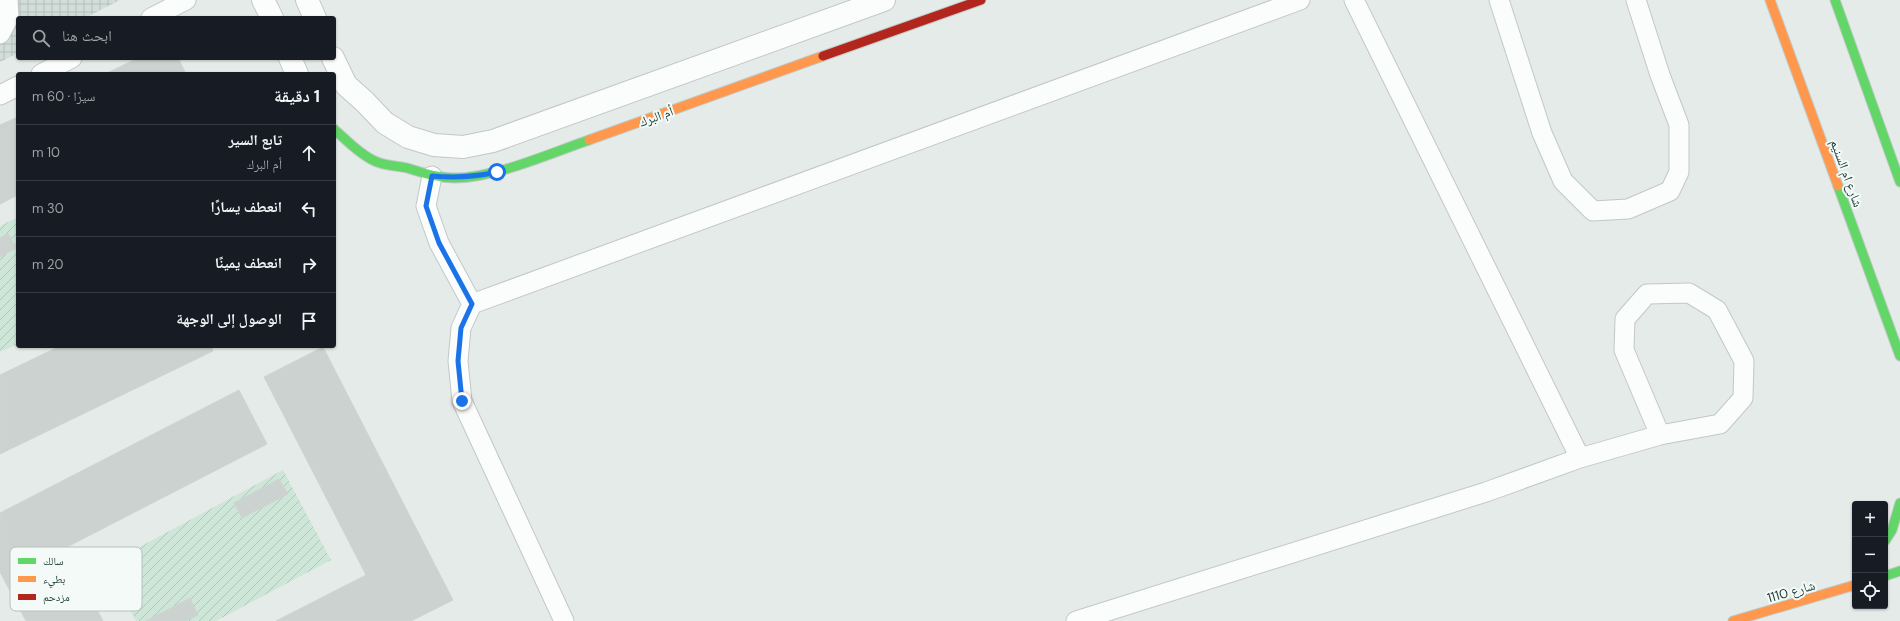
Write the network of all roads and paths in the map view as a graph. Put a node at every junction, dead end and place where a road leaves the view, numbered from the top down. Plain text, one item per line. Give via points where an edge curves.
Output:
1 (8, 0) edge
2 (186, 0) edge
3 (263, 0) edge
4 (307, 0) edge
5 (884, 0) edge
6 (982, 0) edge
7 (1300, 0) edge
8 (1354, 0) edge
9 (1499, 0) edge
10 (1636, 0) edge
11 (1770, 0) edge
12 (1835, 0) edge
13 (155, 16) edge
14 (271, 16) edge
15 (314, 16) edge
16 (0, 34) edge
17 (68, 60) edge
18 (291, 60) edge
19 (334, 60) edge
20 (45, 72) edge
21 (296, 72) edge
22 (16, 87) edge
23 (0, 95) edge
24 (336, 131) edge
25 (432, 176) junction
26 (1900, 182) edge
27 (472, 304) junction
28 (1900, 356) edge
29 (1660, 436) junction
30 (1580, 458) junction
31 (1900, 503) edge
32 (1888, 537) edge
33 (1900, 571) edge
34 (1888, 575) edge
35 (1844, 580) dead end
36 (1852, 586) edge
37 (1827, 593) junction
38 (564, 621) edge
39 (1076, 621) edge
40 (1733, 621) edge

1 - 16 lane via 8,17
2 - 13 lane
3 - 14 street
4 - 15 street
5 - 19 street via 493,141 463,147 434,145 415,139 385,123 346,85
6 - 25 street, أم البرك via 524,163 477,176
7 - 27 lane
8 - 30 lane
9 - 10 lane via 1542,133 1563,181 1593,211 1628,208 1670,191 1679,172 1679,125
11 - 28 street, شارع ام السنيم
12 - 26 street
17 - 20 lane
18 - 21 street
22 - 23 lane
24 - 25 street, أم البرك via 354,147 379,163
25 - 27 lane via 426,206 439,243
27 - 38 lane via 461,328 458,361 462,401
29 - 29 lane via 1720,424 1743,398 1744,361 1717,310 1689,292 1647,294 1625,319 1624,350
29 - 30 lane
30 - 39 lane via 1486,492
31 - 32 street
33 - 34 street
35 - 37 street
36 - 37 street, شارع 1110
37 - 40 street, شارع 1110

+ + + + +

__About this task__.
Search the records line by line for the word "البرك" and copy every line where it appears.

__Your response__.
6 - 25 street, أم البرك via 524,163 477,176
24 - 25 street, أم البرك via 354,147 379,163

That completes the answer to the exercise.